Wicketkeeper-batsman Tim Seifert will likely debut for New Zealand, with regular keeper Tom Latham being rested for this series. The hosts have a decision to make as to who plays as their third seamer. Tim Southee has been modest in ODIs over the last few years, so perhaps Matt Henry will be preferred.
New Zealand (possible): 1 Martin Guptill, 2 Colin Munro, 3 Kane Williamson (capt.), 4 Ross Taylor, 5 Henry Nicholls, 6 Tim Seifert (wk), 7 James Neesham, 8 Ish Sodhi, 9 Matt Henry, 10 Trent Boult, 11 Lockie Ferguson
Sri Lanka’s XI is much tougher to work out. They have retained Sadeera Samarawickrama in the squad to replace the injured Mathews. Whether Dinesh Chandimal – generally a slow-scoring batsman – makes it into an XI captained by the aggressively-minded Lasith Malinga is uncertain.
Sri Lanka (possible): 1 Kusal Perera, 2 Niroshan Dickwella (wk), 3 Sadeera Samarawickrama, 4 Kusal Mendis, 5 Dhananjaya de Silva, 6 Asela Gunaratne, 7 Dasun Shanaka, 8 Thisara Perera, 9 Lakshan Sandakan, 10 Dushmantha Chameera, 11 Kasun Rajitha
Pitch and conditions
Kane Williamson said a “fair” ODI wicket that stays together through the duration of the 100 overs is expected. The weather is forecast to be good. Temperatures may hover around 25 degrees in the afternoon.
Stats and trivia
Ross Taylor has scores of 181*, 10, 113 and 59 in his four most-recent innings in New Zealand.
Lakshan Sandakan went wicketless in each of the ODIs he bowled in against England, in October. Seekkuge Prasanna, meanwhile, has not played an ODI since the previous October.
New Zealand have won eight and lost three of their home ODIs against Sri Lanka since the start of 2015.
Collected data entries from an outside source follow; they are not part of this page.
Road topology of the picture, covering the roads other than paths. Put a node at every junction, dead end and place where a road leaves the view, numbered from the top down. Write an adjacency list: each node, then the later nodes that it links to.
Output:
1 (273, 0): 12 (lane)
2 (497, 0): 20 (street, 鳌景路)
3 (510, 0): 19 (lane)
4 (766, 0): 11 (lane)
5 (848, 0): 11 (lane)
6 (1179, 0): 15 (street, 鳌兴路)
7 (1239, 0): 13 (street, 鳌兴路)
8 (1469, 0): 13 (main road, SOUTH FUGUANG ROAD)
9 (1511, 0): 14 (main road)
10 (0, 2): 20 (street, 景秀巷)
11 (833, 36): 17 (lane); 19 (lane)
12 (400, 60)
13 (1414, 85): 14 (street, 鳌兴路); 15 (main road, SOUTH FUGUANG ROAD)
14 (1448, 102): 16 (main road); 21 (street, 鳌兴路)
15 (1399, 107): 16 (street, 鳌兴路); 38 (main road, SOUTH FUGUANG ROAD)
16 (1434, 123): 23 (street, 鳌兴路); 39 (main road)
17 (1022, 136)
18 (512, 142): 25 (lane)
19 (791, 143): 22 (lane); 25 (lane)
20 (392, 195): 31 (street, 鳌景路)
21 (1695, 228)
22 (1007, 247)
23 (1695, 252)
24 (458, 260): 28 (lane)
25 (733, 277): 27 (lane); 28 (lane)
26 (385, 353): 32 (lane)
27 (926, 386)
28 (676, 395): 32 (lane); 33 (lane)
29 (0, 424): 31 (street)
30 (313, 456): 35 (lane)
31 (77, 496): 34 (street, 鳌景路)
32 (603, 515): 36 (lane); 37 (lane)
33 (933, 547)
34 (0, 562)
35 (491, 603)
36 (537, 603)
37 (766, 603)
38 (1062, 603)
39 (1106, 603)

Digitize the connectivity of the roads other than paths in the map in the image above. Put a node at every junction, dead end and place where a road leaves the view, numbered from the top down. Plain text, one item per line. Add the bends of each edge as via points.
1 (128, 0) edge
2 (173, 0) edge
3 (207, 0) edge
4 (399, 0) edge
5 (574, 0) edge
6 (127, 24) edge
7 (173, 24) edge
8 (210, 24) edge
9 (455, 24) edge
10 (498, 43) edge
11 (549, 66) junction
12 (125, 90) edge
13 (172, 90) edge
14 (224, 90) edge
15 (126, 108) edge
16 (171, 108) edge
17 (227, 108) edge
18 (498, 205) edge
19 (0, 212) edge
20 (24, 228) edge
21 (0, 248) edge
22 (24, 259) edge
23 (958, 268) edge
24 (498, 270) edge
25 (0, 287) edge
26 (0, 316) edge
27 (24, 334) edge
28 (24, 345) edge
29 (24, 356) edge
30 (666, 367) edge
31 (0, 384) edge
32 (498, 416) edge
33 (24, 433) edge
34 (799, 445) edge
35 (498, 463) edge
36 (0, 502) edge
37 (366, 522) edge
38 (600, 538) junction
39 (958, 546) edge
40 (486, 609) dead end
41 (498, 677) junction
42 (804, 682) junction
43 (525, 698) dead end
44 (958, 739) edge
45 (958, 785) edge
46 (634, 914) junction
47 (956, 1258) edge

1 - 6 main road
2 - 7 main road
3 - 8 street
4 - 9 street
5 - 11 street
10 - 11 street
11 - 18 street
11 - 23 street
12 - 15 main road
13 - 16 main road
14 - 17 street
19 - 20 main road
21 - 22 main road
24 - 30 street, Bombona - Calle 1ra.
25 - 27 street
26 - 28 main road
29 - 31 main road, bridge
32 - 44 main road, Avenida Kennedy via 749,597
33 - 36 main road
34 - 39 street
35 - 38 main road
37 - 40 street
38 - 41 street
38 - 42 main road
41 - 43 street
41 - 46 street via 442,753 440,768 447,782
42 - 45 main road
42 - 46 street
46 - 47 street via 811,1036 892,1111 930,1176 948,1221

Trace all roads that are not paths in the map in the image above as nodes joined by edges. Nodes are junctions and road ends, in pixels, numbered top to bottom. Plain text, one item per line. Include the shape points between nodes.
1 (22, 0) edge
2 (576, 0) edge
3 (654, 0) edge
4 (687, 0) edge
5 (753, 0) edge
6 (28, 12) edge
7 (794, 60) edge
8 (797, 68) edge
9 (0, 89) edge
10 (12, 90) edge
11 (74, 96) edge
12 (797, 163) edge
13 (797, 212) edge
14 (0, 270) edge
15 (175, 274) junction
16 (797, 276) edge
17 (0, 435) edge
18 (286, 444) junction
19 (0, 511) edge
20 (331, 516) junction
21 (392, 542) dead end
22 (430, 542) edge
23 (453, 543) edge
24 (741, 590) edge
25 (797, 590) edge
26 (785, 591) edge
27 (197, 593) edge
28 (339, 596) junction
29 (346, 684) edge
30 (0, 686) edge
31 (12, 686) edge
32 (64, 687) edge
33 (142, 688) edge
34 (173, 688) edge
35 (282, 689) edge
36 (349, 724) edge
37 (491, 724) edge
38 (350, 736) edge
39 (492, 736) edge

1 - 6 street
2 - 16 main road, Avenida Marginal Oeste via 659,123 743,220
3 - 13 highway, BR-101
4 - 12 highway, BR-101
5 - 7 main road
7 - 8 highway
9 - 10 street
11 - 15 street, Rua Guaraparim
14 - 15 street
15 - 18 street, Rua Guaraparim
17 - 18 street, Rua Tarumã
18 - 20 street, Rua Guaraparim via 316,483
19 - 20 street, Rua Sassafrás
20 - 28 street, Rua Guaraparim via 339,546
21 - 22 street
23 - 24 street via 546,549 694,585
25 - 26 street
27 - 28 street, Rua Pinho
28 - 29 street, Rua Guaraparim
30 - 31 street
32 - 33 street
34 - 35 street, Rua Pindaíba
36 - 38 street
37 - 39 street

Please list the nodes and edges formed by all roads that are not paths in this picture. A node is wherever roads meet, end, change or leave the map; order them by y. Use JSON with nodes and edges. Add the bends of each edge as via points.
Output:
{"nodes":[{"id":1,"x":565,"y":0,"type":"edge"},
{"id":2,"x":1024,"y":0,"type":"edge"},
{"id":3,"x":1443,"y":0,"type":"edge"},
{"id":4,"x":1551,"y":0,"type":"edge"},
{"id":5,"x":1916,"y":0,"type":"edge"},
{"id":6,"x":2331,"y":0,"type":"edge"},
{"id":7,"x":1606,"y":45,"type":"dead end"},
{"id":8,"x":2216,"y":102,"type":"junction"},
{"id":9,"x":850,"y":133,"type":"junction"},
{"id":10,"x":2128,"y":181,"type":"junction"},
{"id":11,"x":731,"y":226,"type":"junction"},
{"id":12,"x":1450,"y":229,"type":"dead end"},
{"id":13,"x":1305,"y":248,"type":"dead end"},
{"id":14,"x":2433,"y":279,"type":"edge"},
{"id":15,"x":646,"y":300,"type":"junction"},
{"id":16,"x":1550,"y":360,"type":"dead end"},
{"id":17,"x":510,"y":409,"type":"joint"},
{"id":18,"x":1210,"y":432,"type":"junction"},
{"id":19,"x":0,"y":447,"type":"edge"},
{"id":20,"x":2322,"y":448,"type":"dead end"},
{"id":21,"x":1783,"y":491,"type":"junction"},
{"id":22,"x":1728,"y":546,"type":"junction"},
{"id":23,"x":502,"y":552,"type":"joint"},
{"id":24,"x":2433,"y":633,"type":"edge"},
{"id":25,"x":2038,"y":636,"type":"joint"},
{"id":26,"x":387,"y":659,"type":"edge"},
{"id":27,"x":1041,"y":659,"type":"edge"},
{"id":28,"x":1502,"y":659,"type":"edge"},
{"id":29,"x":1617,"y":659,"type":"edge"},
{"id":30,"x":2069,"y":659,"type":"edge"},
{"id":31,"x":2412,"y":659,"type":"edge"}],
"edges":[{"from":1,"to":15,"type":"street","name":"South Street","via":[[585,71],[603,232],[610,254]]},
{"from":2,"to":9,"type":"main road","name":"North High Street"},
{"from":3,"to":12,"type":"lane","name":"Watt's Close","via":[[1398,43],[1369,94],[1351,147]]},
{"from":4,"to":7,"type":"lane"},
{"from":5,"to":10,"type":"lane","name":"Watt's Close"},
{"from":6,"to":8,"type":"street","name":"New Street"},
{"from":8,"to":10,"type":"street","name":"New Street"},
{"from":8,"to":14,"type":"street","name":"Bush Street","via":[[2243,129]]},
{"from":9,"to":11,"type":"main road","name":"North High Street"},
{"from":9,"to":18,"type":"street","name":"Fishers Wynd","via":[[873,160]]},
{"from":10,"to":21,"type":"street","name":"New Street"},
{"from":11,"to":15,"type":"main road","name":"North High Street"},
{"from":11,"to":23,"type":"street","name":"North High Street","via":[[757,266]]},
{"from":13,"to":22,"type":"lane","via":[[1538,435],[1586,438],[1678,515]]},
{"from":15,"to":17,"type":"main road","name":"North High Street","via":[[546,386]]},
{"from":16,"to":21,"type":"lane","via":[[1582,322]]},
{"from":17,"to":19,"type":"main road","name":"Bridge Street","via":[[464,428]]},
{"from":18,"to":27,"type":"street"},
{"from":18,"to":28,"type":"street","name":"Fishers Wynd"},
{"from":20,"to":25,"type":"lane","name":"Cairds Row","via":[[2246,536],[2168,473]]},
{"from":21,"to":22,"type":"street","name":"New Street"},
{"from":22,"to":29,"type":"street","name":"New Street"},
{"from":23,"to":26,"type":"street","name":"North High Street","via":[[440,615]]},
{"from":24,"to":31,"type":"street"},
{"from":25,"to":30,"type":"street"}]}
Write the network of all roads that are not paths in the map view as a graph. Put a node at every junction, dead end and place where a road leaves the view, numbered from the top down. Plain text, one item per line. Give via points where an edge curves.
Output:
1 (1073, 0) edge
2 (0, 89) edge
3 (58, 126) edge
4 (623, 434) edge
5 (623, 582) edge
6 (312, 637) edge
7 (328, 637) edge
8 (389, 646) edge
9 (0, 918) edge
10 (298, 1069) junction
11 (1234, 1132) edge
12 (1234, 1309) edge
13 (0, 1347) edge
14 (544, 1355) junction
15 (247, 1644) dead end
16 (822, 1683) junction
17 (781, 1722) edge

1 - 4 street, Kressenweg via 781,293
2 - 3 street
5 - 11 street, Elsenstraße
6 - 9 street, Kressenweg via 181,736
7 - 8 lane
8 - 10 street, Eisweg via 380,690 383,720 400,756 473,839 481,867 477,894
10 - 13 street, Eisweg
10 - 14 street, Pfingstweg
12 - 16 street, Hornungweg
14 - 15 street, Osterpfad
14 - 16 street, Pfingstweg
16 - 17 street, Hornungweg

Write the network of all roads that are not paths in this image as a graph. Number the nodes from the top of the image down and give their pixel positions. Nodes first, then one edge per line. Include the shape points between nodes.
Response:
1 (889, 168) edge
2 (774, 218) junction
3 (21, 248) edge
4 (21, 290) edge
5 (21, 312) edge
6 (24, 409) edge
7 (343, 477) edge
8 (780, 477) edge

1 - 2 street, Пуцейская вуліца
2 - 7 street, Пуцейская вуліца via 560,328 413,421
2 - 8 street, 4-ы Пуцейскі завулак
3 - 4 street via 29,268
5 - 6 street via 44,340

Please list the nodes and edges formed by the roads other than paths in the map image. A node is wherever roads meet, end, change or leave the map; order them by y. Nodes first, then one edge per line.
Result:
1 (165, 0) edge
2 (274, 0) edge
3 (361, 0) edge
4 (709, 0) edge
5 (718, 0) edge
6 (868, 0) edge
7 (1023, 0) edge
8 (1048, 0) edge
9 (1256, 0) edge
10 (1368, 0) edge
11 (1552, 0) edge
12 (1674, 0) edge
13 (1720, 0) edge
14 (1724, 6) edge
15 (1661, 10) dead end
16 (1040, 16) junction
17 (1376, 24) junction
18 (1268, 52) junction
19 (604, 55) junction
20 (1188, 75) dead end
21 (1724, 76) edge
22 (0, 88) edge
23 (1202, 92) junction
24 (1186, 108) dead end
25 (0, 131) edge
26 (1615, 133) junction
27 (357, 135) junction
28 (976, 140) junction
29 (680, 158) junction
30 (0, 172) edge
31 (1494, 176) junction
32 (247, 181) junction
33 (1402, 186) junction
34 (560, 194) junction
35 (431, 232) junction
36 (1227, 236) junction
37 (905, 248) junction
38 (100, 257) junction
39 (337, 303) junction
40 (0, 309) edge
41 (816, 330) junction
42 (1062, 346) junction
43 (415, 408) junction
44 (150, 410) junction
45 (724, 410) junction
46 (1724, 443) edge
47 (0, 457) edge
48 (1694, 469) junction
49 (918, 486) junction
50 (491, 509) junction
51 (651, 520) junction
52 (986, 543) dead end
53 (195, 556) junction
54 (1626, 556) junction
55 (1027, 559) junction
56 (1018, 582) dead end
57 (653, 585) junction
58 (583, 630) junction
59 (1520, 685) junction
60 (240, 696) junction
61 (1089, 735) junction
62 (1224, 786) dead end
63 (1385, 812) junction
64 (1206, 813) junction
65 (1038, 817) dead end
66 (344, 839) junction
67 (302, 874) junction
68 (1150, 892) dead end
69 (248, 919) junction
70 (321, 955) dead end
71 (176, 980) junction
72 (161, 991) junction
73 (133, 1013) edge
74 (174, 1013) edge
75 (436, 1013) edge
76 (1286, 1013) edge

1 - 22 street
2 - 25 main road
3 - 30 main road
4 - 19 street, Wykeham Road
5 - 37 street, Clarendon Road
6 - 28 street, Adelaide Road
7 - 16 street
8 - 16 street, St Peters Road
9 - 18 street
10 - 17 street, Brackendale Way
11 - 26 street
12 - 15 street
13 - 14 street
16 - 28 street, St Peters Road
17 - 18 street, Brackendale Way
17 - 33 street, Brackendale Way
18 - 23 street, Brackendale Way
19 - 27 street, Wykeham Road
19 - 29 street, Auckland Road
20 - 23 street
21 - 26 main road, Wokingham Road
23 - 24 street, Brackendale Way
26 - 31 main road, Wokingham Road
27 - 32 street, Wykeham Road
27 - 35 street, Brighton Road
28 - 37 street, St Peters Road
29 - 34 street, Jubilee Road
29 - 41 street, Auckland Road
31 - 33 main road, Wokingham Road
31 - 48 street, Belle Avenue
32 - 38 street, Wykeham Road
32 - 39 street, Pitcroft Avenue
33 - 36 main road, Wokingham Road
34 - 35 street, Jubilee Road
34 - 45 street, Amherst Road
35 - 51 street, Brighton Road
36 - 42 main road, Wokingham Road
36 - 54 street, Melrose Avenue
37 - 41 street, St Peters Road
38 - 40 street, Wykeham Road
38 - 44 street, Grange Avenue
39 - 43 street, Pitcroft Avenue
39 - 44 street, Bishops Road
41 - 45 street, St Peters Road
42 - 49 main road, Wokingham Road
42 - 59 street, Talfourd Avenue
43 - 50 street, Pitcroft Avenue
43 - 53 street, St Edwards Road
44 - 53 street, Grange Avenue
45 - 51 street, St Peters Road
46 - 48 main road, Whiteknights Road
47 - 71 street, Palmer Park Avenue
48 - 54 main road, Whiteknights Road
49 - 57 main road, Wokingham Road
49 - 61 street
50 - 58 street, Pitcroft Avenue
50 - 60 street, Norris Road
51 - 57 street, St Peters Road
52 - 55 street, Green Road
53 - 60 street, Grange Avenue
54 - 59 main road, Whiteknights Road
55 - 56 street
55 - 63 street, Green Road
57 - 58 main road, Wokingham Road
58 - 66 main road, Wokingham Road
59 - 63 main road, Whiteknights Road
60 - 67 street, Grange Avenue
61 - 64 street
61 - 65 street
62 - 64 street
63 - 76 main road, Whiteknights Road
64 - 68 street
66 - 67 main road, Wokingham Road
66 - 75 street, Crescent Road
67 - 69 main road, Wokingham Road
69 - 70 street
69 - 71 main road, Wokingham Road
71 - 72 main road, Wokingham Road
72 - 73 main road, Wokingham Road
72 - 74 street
This will be Lasith Malinga’s second ODI as captain. He had previously led Sri Lanka to a loss against India, at home, in 2017.
“In the last three-four years we have been struggling. We haven’t won consistently. But the young players have got opportunities and now is the time to stand up and show their character.”
Sri Lanka captain Lasith Malinga
“There are some players that have been rested, and that’s all part of a bigger picture. I’m excited for a number of guys who get the nod tomorrow.”